Your objective =>
Here is a block of records. Copy every line in it that includes "roads".

── Supplied data ──

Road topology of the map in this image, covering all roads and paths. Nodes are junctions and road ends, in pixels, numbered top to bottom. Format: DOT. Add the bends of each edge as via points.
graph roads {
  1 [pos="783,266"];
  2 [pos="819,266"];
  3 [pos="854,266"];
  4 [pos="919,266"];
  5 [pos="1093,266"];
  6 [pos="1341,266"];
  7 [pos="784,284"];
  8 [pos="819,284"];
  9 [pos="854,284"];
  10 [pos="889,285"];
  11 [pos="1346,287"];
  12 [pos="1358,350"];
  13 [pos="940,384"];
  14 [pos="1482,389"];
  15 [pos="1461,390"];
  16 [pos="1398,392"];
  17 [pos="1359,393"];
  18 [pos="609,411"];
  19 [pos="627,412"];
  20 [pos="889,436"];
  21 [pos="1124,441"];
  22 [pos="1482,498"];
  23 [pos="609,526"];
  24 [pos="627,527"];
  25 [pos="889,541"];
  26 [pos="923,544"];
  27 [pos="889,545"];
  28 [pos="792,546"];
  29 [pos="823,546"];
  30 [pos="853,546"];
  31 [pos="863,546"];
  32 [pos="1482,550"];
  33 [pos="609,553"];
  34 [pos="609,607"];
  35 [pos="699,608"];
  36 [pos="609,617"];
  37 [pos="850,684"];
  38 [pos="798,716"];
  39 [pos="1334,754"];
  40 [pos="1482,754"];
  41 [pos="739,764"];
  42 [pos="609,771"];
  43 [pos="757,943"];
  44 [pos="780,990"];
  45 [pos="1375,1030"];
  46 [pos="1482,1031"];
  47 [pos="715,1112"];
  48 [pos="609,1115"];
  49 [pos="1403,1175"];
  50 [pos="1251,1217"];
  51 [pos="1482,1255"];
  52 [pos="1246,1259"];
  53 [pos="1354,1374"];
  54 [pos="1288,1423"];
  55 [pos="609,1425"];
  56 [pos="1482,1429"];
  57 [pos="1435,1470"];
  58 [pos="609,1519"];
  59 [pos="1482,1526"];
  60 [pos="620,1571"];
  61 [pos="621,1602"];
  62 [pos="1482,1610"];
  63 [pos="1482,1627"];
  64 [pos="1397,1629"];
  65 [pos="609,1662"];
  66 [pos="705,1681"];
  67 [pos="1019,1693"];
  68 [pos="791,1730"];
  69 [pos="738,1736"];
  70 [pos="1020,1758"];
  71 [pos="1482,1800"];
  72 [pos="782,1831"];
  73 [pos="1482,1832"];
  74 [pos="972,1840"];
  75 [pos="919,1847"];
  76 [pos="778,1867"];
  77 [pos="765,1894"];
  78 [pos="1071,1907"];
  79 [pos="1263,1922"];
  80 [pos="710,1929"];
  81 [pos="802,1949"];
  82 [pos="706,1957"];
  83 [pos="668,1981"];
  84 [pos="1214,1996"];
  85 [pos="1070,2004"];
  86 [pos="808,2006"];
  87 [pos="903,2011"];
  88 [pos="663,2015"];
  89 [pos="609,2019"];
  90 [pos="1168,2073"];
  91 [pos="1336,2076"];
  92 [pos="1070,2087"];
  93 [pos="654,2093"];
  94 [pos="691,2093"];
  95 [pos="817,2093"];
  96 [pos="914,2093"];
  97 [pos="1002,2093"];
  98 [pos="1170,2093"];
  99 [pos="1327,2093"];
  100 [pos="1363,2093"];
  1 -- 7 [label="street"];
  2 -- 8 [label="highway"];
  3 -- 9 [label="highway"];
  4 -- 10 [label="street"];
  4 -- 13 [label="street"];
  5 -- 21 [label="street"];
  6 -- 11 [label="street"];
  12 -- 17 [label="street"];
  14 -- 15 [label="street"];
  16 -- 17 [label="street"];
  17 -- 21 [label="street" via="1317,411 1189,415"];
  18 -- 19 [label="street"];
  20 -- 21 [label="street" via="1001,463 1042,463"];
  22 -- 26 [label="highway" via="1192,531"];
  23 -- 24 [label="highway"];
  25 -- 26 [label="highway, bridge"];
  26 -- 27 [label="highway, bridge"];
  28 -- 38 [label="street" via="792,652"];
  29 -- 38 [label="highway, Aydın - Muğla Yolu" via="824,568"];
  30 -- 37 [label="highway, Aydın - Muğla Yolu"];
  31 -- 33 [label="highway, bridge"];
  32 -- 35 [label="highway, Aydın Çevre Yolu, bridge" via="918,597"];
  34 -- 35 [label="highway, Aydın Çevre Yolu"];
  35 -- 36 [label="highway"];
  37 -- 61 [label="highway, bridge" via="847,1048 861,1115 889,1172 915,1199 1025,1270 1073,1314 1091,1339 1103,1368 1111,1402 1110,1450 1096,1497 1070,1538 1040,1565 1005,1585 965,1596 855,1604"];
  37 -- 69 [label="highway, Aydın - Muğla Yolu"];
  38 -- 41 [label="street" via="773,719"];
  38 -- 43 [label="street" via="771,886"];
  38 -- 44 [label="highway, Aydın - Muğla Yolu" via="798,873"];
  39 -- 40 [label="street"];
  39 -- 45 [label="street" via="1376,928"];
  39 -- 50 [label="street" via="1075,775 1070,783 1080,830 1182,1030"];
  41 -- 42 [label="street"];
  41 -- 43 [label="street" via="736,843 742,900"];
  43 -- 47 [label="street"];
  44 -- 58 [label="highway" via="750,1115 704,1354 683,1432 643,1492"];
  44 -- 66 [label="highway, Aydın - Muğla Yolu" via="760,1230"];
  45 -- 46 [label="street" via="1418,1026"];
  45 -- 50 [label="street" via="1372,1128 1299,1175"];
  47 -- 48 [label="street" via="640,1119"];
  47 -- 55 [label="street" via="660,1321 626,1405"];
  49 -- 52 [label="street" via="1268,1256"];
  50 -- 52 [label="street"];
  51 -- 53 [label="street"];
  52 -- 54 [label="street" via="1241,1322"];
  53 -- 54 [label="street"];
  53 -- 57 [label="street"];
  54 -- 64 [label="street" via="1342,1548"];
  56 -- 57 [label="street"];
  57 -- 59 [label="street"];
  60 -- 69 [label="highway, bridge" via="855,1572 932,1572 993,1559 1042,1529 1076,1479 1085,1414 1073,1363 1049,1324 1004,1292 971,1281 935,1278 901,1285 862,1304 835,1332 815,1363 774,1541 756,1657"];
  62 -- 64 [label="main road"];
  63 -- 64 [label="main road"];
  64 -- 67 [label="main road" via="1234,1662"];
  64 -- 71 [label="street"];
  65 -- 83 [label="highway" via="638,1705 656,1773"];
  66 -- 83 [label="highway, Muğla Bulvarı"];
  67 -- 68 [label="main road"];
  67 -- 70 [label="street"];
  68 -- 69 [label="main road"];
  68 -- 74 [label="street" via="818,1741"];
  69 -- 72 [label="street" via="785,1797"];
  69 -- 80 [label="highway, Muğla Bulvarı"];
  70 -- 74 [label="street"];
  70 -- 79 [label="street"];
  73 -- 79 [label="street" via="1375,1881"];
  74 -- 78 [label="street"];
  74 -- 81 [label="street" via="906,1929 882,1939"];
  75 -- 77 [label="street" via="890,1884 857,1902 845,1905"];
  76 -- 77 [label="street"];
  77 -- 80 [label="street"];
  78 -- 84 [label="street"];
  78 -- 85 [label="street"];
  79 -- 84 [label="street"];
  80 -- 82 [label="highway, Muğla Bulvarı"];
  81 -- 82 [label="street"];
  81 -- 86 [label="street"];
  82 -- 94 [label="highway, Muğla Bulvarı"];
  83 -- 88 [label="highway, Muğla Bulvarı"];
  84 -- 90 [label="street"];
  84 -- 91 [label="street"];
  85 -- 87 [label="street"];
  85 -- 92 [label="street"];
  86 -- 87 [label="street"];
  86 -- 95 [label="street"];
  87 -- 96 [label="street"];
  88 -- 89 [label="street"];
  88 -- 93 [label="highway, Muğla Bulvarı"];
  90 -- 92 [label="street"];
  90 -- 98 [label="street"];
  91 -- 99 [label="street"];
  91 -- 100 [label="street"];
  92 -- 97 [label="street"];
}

───

Result of this exercise =>
Road topology of the map in this image, covering all roads and paths. Nodes are junctions and road ends, in pixels, numbered top to bottom. Format: DOT. Add the bends of each edge as via points.
graph roads {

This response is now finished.